YOUR GOAL: In the entries below, find every line with the string "tools" and copy it.

(Stored data entries)
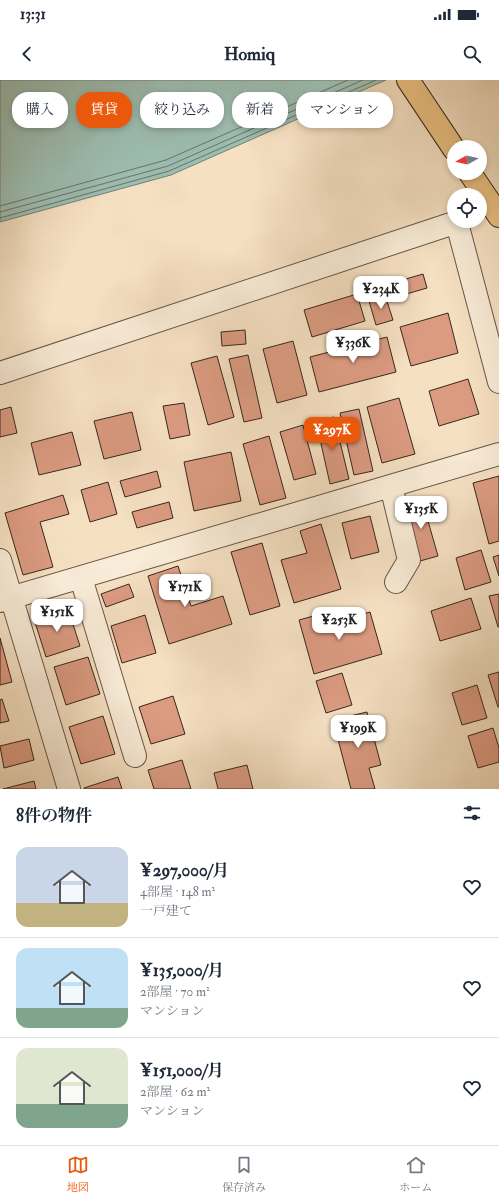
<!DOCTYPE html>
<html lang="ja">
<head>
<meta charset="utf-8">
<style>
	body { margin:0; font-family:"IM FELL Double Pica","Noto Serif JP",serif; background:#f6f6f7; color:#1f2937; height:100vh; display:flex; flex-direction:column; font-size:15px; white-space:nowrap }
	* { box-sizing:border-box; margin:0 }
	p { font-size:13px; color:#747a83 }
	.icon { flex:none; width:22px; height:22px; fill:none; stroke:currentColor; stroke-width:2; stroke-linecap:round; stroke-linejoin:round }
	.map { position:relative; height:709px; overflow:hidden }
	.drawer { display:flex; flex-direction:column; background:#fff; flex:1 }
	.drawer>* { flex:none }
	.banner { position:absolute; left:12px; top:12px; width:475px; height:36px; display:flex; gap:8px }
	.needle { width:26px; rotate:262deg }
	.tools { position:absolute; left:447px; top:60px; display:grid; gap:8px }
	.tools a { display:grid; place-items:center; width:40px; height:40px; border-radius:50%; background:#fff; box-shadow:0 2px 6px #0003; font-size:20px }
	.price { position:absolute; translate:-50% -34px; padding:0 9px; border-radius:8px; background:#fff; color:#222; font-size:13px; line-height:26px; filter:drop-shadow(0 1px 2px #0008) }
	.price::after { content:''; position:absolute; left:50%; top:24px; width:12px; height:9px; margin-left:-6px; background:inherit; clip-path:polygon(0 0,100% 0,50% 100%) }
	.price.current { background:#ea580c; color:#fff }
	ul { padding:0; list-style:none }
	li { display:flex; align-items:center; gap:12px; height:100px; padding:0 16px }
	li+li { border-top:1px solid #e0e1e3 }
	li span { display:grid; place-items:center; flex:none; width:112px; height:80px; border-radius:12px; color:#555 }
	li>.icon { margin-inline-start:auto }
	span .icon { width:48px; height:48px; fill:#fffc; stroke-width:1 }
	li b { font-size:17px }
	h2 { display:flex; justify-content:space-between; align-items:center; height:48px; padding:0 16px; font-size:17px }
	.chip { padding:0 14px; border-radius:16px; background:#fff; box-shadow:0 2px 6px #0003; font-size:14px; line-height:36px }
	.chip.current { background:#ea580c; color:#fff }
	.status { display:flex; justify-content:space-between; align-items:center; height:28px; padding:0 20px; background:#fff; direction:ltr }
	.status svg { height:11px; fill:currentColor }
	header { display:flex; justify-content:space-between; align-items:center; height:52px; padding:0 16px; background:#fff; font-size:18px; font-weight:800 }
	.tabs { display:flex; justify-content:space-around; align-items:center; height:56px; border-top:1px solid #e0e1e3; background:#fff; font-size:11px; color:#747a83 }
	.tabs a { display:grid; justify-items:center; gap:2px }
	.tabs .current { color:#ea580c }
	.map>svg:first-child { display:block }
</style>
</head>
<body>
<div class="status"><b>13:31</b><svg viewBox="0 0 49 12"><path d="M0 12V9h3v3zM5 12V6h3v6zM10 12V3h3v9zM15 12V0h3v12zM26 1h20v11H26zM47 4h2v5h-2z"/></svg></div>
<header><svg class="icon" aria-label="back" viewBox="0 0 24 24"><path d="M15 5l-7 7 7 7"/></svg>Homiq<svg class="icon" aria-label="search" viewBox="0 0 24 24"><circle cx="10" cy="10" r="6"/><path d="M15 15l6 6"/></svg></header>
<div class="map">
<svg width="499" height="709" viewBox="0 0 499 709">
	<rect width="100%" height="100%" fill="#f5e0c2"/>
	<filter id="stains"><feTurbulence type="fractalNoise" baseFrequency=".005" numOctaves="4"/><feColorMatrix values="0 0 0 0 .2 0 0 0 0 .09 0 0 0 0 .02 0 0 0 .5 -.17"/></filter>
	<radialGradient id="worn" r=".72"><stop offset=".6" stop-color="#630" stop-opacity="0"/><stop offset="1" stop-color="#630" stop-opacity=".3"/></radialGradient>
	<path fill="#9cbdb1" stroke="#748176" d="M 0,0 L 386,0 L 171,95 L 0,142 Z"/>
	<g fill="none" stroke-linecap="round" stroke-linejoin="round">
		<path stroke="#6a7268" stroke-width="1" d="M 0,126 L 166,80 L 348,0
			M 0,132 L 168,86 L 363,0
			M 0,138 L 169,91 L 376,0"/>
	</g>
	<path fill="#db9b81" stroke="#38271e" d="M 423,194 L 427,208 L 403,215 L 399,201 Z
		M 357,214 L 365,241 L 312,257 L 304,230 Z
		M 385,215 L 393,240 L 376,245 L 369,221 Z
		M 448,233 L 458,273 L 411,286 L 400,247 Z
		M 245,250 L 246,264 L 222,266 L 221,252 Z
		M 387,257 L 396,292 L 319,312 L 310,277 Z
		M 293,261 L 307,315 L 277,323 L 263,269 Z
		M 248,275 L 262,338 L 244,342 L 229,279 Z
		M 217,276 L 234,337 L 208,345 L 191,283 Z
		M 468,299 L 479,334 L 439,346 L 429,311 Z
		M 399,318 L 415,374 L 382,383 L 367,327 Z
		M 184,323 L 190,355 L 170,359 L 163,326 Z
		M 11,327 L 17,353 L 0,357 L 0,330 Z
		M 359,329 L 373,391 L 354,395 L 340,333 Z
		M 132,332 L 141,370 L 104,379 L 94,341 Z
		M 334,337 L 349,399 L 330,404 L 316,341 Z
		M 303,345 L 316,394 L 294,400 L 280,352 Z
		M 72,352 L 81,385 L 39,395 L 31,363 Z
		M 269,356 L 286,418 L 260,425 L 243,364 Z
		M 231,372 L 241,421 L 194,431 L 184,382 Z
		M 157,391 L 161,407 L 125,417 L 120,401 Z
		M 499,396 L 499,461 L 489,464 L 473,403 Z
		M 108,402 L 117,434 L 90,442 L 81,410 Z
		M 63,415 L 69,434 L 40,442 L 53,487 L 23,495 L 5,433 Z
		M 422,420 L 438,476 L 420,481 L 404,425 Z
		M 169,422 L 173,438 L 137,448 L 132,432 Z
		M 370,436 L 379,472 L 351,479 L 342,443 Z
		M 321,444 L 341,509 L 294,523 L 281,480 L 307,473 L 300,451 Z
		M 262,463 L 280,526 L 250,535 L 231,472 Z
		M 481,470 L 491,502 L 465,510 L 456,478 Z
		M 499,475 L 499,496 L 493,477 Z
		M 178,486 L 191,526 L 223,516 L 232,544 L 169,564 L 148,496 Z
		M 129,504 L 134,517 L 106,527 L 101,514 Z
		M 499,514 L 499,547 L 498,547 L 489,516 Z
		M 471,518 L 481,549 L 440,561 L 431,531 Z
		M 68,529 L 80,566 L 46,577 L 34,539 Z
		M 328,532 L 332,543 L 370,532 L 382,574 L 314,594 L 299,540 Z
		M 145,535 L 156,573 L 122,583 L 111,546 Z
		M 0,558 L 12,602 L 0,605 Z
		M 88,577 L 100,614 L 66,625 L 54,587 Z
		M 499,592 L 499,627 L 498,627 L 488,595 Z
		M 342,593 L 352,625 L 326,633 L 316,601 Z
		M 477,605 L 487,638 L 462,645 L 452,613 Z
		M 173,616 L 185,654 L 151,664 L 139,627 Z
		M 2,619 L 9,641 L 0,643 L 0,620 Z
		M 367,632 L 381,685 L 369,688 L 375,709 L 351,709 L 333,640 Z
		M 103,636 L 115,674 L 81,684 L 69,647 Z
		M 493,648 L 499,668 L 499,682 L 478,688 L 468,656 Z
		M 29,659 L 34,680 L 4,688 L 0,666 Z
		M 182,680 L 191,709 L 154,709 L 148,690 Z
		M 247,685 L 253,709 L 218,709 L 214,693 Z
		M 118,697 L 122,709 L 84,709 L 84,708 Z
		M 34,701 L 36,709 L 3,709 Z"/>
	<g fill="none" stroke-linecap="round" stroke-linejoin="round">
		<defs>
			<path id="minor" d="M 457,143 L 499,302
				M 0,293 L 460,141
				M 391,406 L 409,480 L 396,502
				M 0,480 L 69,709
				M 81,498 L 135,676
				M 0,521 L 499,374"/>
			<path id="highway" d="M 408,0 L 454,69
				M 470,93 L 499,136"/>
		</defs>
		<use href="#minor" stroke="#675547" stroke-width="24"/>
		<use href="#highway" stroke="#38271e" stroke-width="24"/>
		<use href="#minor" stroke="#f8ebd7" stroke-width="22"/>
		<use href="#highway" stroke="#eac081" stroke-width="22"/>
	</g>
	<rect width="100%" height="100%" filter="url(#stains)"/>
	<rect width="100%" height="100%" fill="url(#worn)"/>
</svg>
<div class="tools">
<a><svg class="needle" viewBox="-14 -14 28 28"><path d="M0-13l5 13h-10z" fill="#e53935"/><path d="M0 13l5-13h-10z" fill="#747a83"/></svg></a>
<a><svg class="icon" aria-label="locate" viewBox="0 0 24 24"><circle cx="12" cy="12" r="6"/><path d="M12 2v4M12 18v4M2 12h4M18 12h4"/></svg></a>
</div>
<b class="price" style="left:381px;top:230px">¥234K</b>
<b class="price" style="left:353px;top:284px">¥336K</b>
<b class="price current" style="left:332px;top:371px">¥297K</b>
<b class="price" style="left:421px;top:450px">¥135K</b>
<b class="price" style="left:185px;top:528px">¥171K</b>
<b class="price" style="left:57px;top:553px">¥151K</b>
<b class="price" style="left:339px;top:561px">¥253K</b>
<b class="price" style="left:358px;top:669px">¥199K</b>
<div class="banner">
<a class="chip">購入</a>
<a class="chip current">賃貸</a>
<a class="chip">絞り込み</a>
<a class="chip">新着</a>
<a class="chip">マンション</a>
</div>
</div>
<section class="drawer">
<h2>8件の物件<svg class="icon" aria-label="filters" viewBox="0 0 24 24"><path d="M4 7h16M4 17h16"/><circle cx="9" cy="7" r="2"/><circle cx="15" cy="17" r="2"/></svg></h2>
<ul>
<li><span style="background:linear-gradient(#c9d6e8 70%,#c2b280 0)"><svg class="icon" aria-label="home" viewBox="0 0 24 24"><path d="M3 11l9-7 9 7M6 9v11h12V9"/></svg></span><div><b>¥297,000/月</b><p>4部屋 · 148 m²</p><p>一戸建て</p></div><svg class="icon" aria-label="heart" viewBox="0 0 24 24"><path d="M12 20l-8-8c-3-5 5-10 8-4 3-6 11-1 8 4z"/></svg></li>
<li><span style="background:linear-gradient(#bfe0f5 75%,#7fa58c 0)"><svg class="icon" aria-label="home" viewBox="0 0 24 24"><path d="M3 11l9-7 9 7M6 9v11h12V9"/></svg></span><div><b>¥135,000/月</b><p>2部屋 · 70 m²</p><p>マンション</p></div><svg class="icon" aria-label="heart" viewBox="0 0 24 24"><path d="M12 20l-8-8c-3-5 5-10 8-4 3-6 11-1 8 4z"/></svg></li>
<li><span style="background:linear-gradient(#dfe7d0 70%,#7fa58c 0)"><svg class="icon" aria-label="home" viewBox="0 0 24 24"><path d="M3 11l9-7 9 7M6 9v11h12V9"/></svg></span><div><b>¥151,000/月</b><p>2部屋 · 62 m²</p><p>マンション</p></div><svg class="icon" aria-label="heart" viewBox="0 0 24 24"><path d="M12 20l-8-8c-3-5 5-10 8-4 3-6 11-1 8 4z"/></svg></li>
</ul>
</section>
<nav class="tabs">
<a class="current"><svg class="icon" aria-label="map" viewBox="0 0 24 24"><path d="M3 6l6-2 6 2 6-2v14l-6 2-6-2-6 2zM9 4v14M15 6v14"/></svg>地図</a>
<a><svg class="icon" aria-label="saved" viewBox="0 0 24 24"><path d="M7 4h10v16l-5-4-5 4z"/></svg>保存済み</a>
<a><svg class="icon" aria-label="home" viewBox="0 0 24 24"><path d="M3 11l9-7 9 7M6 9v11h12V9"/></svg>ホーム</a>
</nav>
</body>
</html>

TASK RESULT:
	.tools { position:absolute; left:447px; top:60px; display:grid; gap:8px }
	.tools a { display:grid; place-items:center; width:40px; height:40px; border-radius:50%; background:#fff; box-shadow:0 2px 6px #0003; font-size:20px }
<div class="tools">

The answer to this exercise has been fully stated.